Your reply should restate the lines from the top of the entries through the line containing "index mcp: (732, 309)" word for word, with no pictures.

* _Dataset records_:
_____

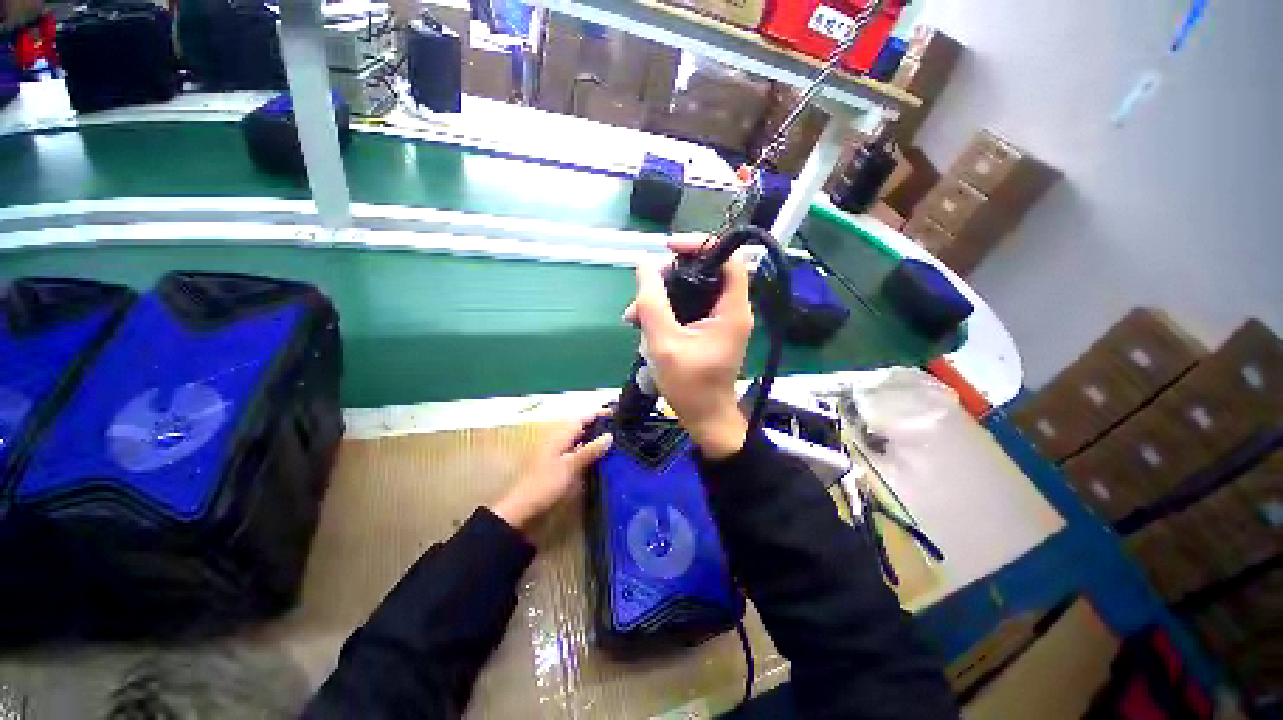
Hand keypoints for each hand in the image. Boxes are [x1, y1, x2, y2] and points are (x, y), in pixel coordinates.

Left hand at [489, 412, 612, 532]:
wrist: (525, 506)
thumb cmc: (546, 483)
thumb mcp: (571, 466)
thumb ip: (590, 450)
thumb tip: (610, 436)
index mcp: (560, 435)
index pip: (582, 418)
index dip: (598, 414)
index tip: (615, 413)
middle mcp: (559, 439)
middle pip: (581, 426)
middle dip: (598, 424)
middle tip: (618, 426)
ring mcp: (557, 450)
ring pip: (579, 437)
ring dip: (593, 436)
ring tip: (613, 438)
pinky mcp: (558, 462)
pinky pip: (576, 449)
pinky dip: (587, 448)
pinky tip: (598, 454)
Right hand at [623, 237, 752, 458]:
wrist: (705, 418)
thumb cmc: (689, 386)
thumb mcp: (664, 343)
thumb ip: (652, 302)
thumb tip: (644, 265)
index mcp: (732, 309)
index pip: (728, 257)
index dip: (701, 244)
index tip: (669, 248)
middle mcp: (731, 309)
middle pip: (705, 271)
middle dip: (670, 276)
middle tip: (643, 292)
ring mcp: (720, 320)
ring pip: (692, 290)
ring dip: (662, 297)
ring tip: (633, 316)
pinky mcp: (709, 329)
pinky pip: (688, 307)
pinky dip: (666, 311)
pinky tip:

_____

* _WRITTEN ANSWER_:
Hand keypoints for each hand in the image. Boxes are [x1, y1, x2, y2] and points are (x, y), in pixel coordinates.

Left hand at [489, 412, 612, 532]:
wrist: (525, 506)
thumb cmc: (546, 483)
thumb mcp: (571, 466)
thumb ip: (590, 450)
thumb tip: (610, 436)
index mcp: (560, 435)
index pip: (582, 418)
index dip: (598, 414)
index tip: (615, 413)
middle mcp: (559, 439)
middle pip: (581, 426)
middle dip: (598, 424)
middle tip: (618, 426)
ring mcp: (557, 450)
ring pip: (579, 437)
ring dip: (593, 436)
ring tip: (613, 438)
pinky mcp: (558, 462)
pinky pip: (576, 449)
pinky dip: (587, 448)
pinky tip: (598, 454)
Right hand at [623, 237, 752, 458]:
wrist: (705, 418)
thumb cmc: (689, 386)
thumb mcp: (664, 343)
thumb ip: (652, 302)
thumb tip: (644, 265)
index mcp: (732, 309)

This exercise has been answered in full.